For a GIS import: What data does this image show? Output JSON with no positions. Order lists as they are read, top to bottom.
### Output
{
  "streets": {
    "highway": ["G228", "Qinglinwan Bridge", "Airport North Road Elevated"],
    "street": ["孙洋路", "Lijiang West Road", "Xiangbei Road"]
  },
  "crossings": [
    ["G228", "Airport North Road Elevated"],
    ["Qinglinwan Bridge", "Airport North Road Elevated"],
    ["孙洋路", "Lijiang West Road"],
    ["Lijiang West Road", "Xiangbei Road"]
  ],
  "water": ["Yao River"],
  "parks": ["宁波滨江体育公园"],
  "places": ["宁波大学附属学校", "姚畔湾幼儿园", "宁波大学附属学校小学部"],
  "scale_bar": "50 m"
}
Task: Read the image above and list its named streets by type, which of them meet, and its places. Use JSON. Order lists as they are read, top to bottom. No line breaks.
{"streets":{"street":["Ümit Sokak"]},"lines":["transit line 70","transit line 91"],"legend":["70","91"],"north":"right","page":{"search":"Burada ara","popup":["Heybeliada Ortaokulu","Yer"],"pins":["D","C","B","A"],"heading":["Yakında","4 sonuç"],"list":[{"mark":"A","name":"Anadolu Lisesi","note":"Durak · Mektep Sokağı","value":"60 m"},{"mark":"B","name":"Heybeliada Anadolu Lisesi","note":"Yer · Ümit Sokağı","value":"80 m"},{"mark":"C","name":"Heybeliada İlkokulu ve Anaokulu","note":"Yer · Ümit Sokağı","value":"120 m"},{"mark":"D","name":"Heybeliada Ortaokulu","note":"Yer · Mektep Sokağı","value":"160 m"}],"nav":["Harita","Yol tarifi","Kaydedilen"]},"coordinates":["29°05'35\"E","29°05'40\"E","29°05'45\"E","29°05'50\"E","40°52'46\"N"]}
_ _ _ _
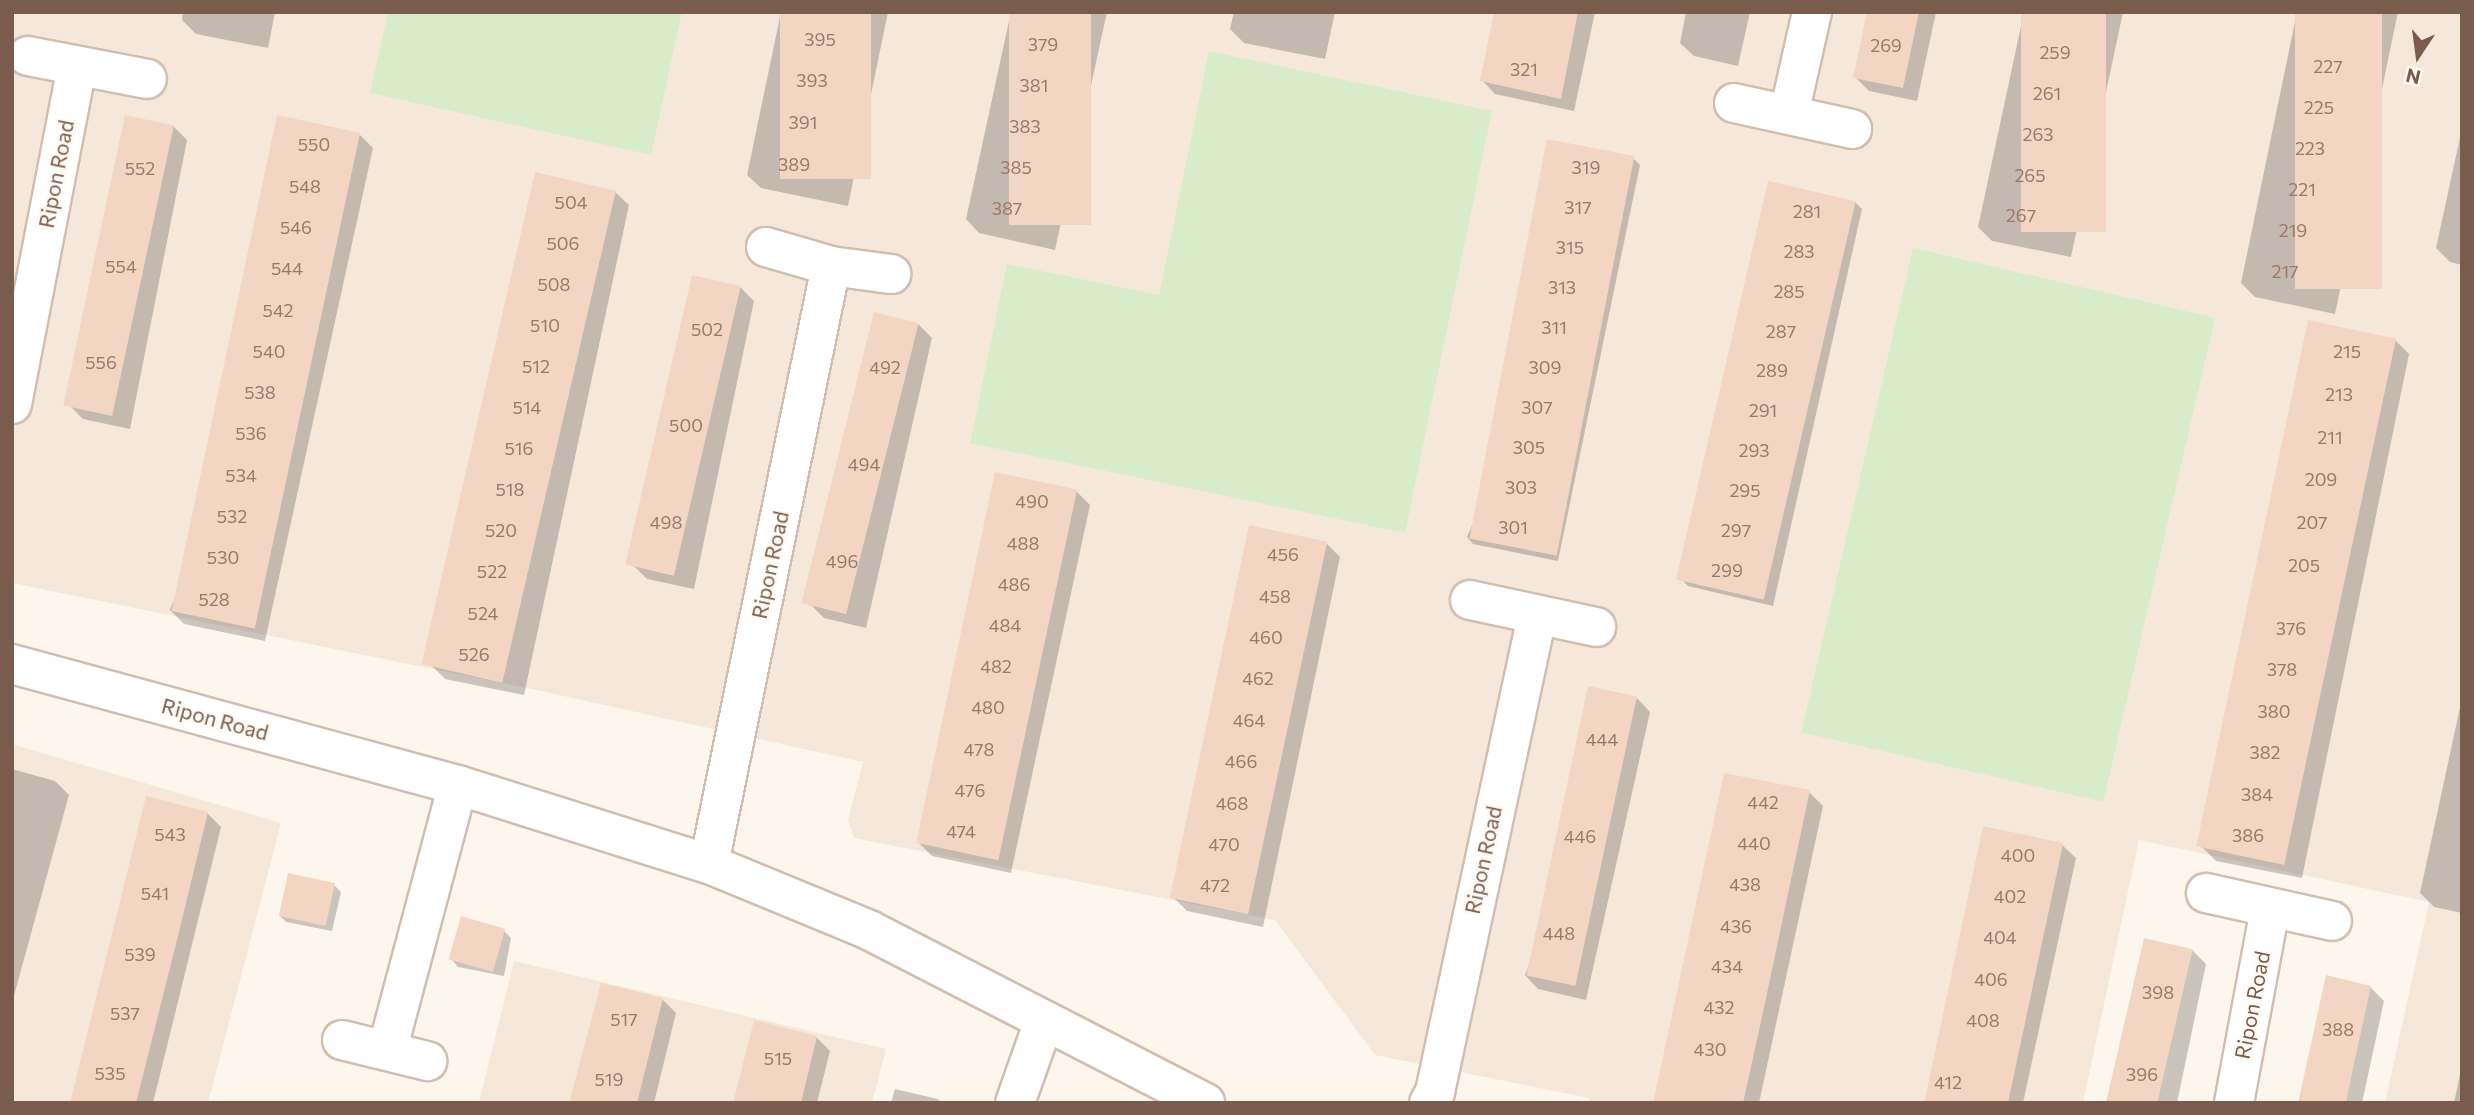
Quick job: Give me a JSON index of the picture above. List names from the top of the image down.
_ _ _ _
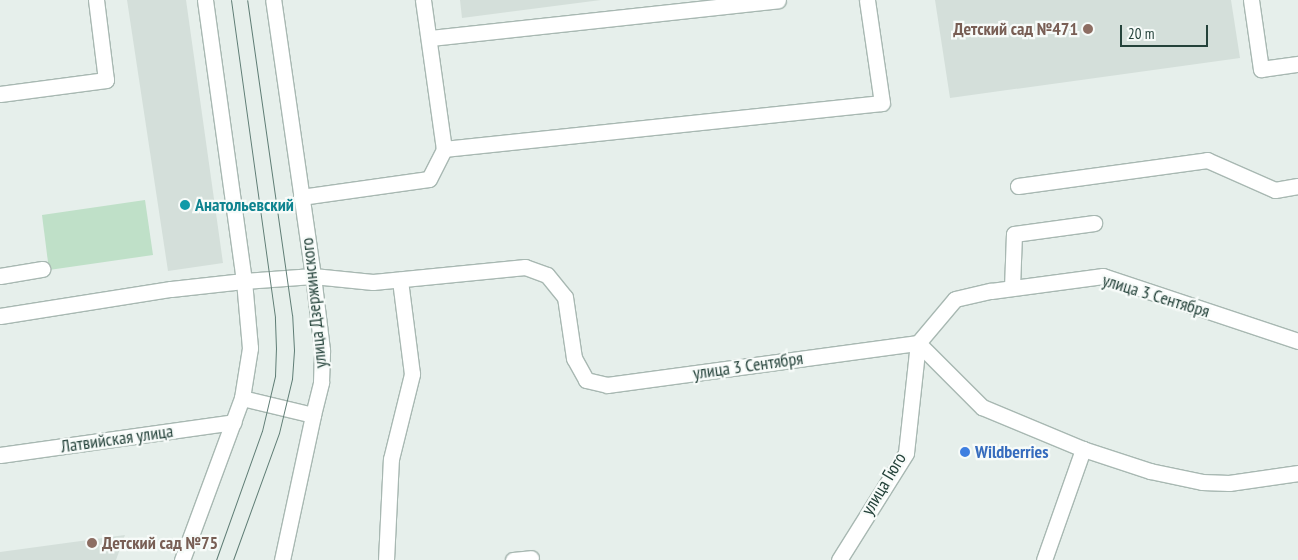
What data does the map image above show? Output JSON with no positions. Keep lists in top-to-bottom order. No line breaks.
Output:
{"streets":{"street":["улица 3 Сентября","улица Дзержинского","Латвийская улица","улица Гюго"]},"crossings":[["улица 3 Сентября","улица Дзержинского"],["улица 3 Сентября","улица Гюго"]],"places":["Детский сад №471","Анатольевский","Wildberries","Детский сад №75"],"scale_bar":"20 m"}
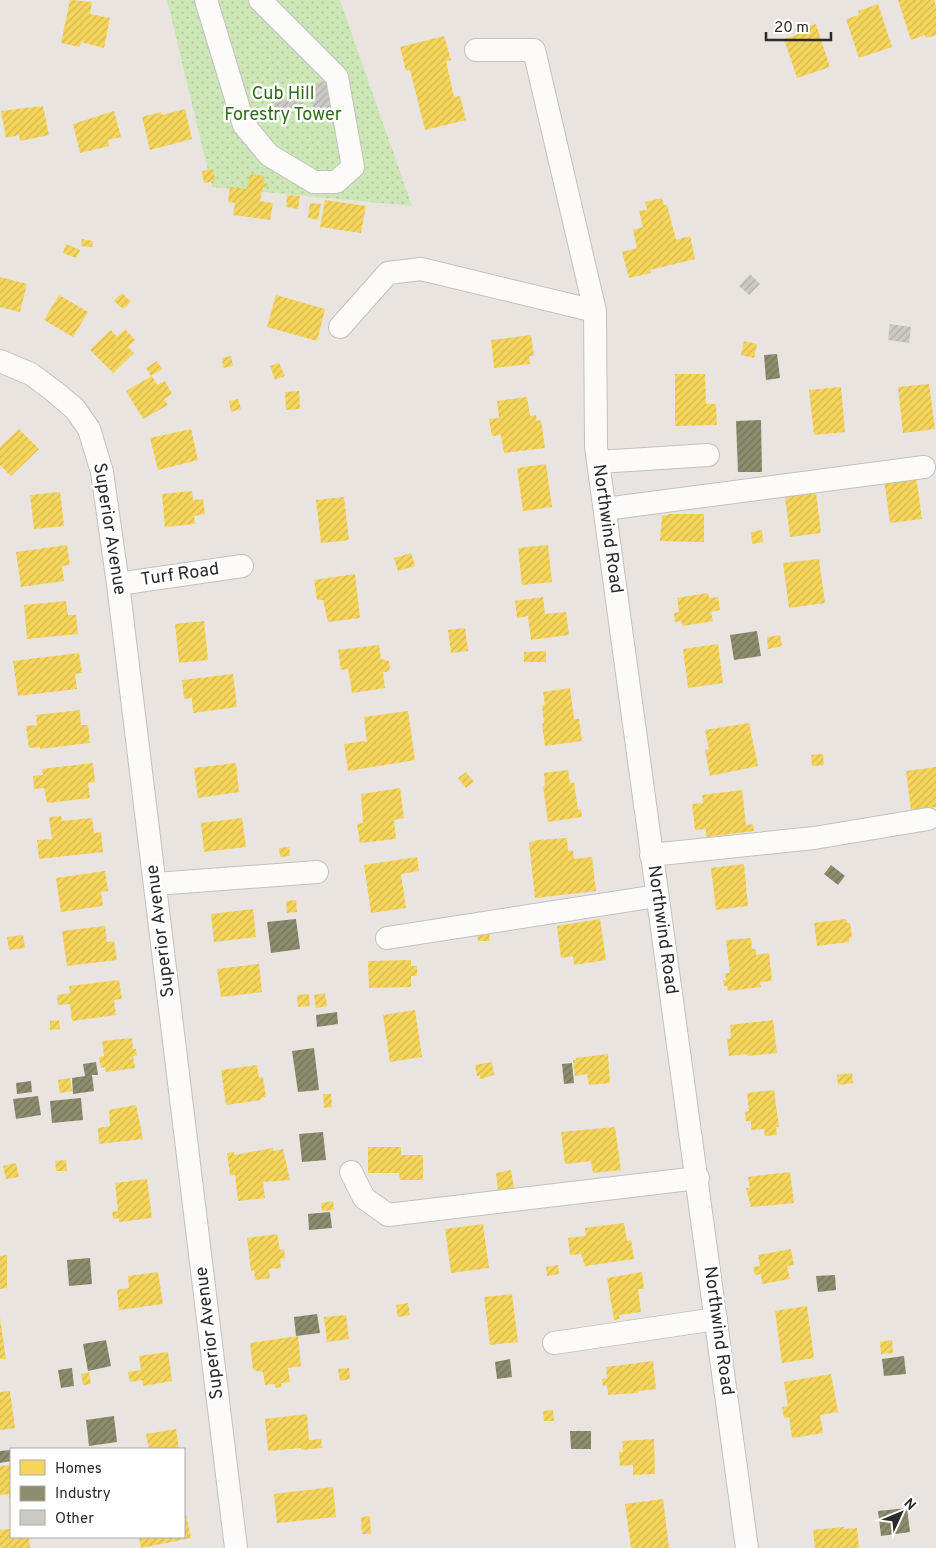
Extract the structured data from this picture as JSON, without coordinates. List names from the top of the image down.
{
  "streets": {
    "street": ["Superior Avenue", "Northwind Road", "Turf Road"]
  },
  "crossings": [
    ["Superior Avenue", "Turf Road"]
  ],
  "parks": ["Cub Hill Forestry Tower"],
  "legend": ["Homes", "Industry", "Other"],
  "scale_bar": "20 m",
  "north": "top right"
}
_ _ _ _
Which lines above hold the string "does"? Copy each of them.

For a GIS import: What data does this image show? Output JSON with no positions. Order lists as they are read, top to bottom.
What data does the map image above show? Output JSON with no positions. Keep lists in top-to-bottom order. No line breaks.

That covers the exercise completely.